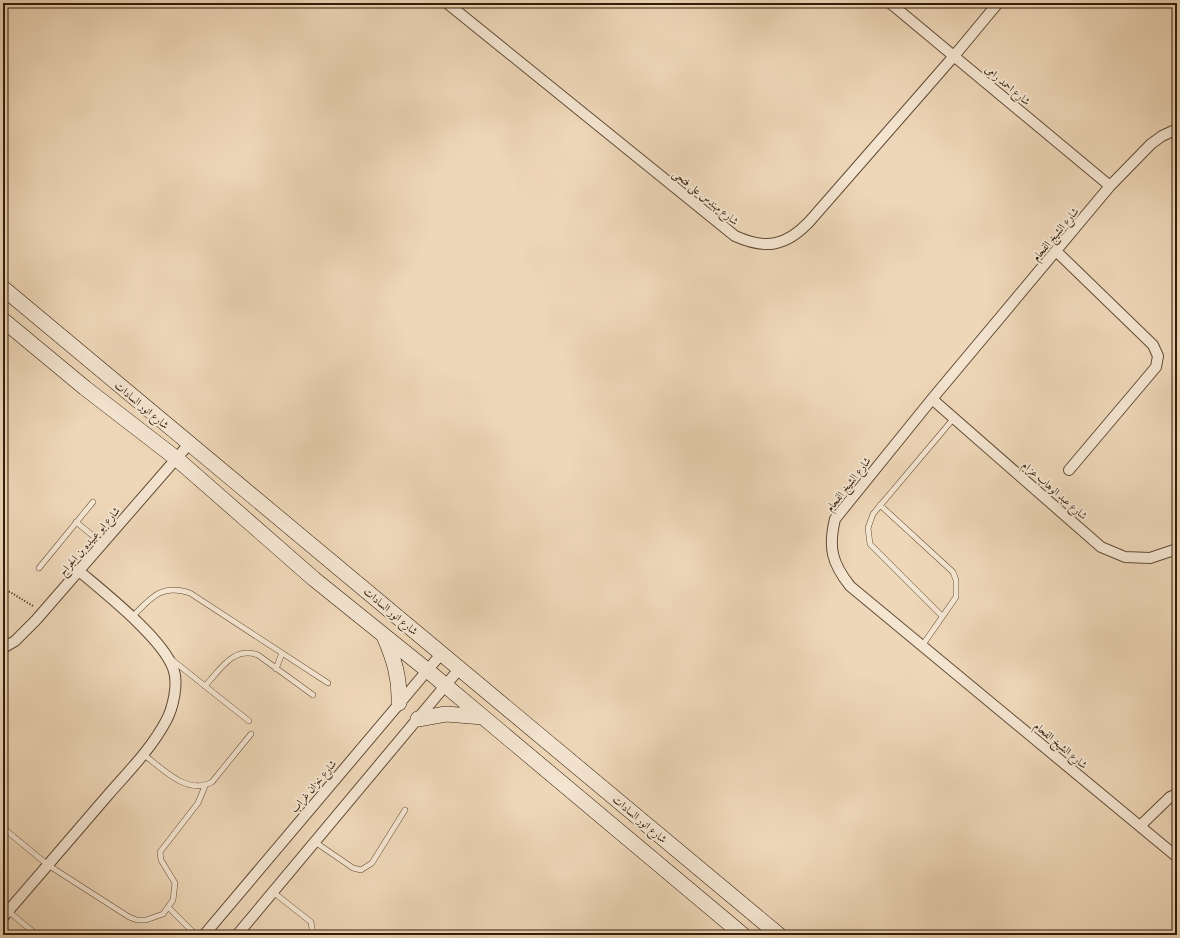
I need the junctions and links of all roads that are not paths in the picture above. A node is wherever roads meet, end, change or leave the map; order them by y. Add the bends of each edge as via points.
1 (447, 3) edge
2 (890, 3) edge
3 (998, 3) edge
4 (954, 56) junction
5 (1177, 130) edge
6 (1110, 186) junction
7 (1057, 252) junction
8 (3, 288) edge
9 (3, 320) edge
10 (932, 399) junction
11 (954, 418) junction
12 (189, 444) junction
13 (177, 459) junction
14 (1069, 470) dead end
15 (93, 502) dead end
16 (880, 505) junction
17 (76, 522) junction
18 (103, 544) junction
19 (1177, 549) edge
20 (39, 568) dead end
21 (79, 570) junction
22 (942, 616) junction
23 (132, 617) junction
24 (382, 634) junction
25 (922, 646) junction
26 (3, 648) edge
27 (282, 653) junction
28 (442, 653) junction
29 (167, 656) junction
30 (460, 668) junction
31 (276, 669) junction
32 (427, 670) junction
33 (328, 683) dead end
34 (205, 686) junction
35 (446, 686) junction
36 (313, 695) dead end
37 (399, 703) junction
38 (483, 717) junction
39 (418, 719) junction
40 (249, 721) dead end
41 (251, 734) dead end
42 (143, 754) junction
43 (206, 786) junction
44 (1177, 794) edge
45 (405, 810) dead end
46 (1140, 826) junction
47 (3, 828) edge
48 (315, 842) junction
49 (1177, 857) edge
50 (48, 865) junction
51 (273, 892) junction
52 (169, 908) junction
53 (6, 914) edge
54 (37, 935) edge
55 (196, 935) edge
56 (204, 935) edge
57 (236, 935) edge
58 (313, 935) edge
59 (743, 935) edge
60 (779, 935) edge

1 - 4 street, شارع مهندس على فتحى via 735,236 756,244 783,242 798,234
2 - 4 street, شارع احمد رامى
3 - 4 street, شارع مهندس على فتحى
4 - 6 street, شارع احمد رامى
5 - 6 street, شارع الشيخ الفحام via 1151,144
6 - 7 street, شارع الشيخ الفحام
7 - 10 street, شارع الشيخ الفحام
7 - 14 street via 1153,345 1158,356 1156,367
8 - 12 street, شارع انور السادات
9 - 13 street, شارع انور السادات
10 - 11 street, شارع عبد الوهاب عزام
10 - 25 street, شارع الشيخ الفحام via 835,519 831,537 832,555 839,572 850,586
11 - 16 lane
11 - 19 street, شارع عبد الوهاب عزام via 1101,547 1125,557 1150,558
12 - 13 street, شارع ابو عبيده بن الجراح
12 - 28 street, شارع انور السادات
13 - 18 street, شارع ابو عبيده بن الجراح
13 - 24 street, شارع انور السادات via 314,579
15 - 17 lane
16 - 22 lane via 870,521 870,544
16 - 22 lane via 953,572 956,580 956,597
17 - 18 lane
17 - 20 lane
18 - 21 street, شارع ابو عبيده بن الجراح
21 - 23 street
21 - 26 street, شارع ابو عبيده بن الجراح via 15,641
22 - 25 lane
23 - 27 lane via 157,594 171,589 181,590 190,593
23 - 29 street
24 - 32 street, شارع انور السادات
24 - 37 street via 398,673
25 - 46 street, شارع الشيخ الفحام
27 - 31 lane
27 - 33 lane
28 - 30 street, شارع انور السادات
28 - 32 street, شارع خزان غراب
29 - 34 lane
29 - 42 street via 174,670 172,705 167,720
30 - 35 street
30 - 60 street, شارع انور السادات
31 - 34 lane via 258,655 243,653 230,659
31 - 36 lane
32 - 35 street, شارع انور السادات
32 - 37 street, شارع خزان غراب
34 - 40 lane
35 - 38 street, شارع انور السادات
35 - 39 street
37 - 56 street, شارع خزان غراب
38 - 39 street via 446,714
38 - 59 street, شارع انور السادات
39 - 48 street
41 - 43 lane
42 - 43 lane via 183,783 195,787
42 - 50 street
43 - 52 lane via 198,803 160,852 161,860 175,883 175,894
44 - 46 street via 1170,797
45 - 48 lane via 372,863 361,870 353,868
46 - 49 street, شارع الشيخ الفحام
47 - 50 lane
48 - 51 street
50 - 52 lane via 129,917 146,920 162,914
50 - 53 street
51 - 57 street
51 - 58 lane via 311,922
52 - 55 lane
53 - 54 lane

REQUIRED ACTION:
Copy every line in the listing above where the string "فتحى" turns up.

TASK OUTPUT:
1 - 4 street, شارع مهندس على فتحى via 735,236 756,244 783,242 798,234
3 - 4 street, شارع مهندس على فتحى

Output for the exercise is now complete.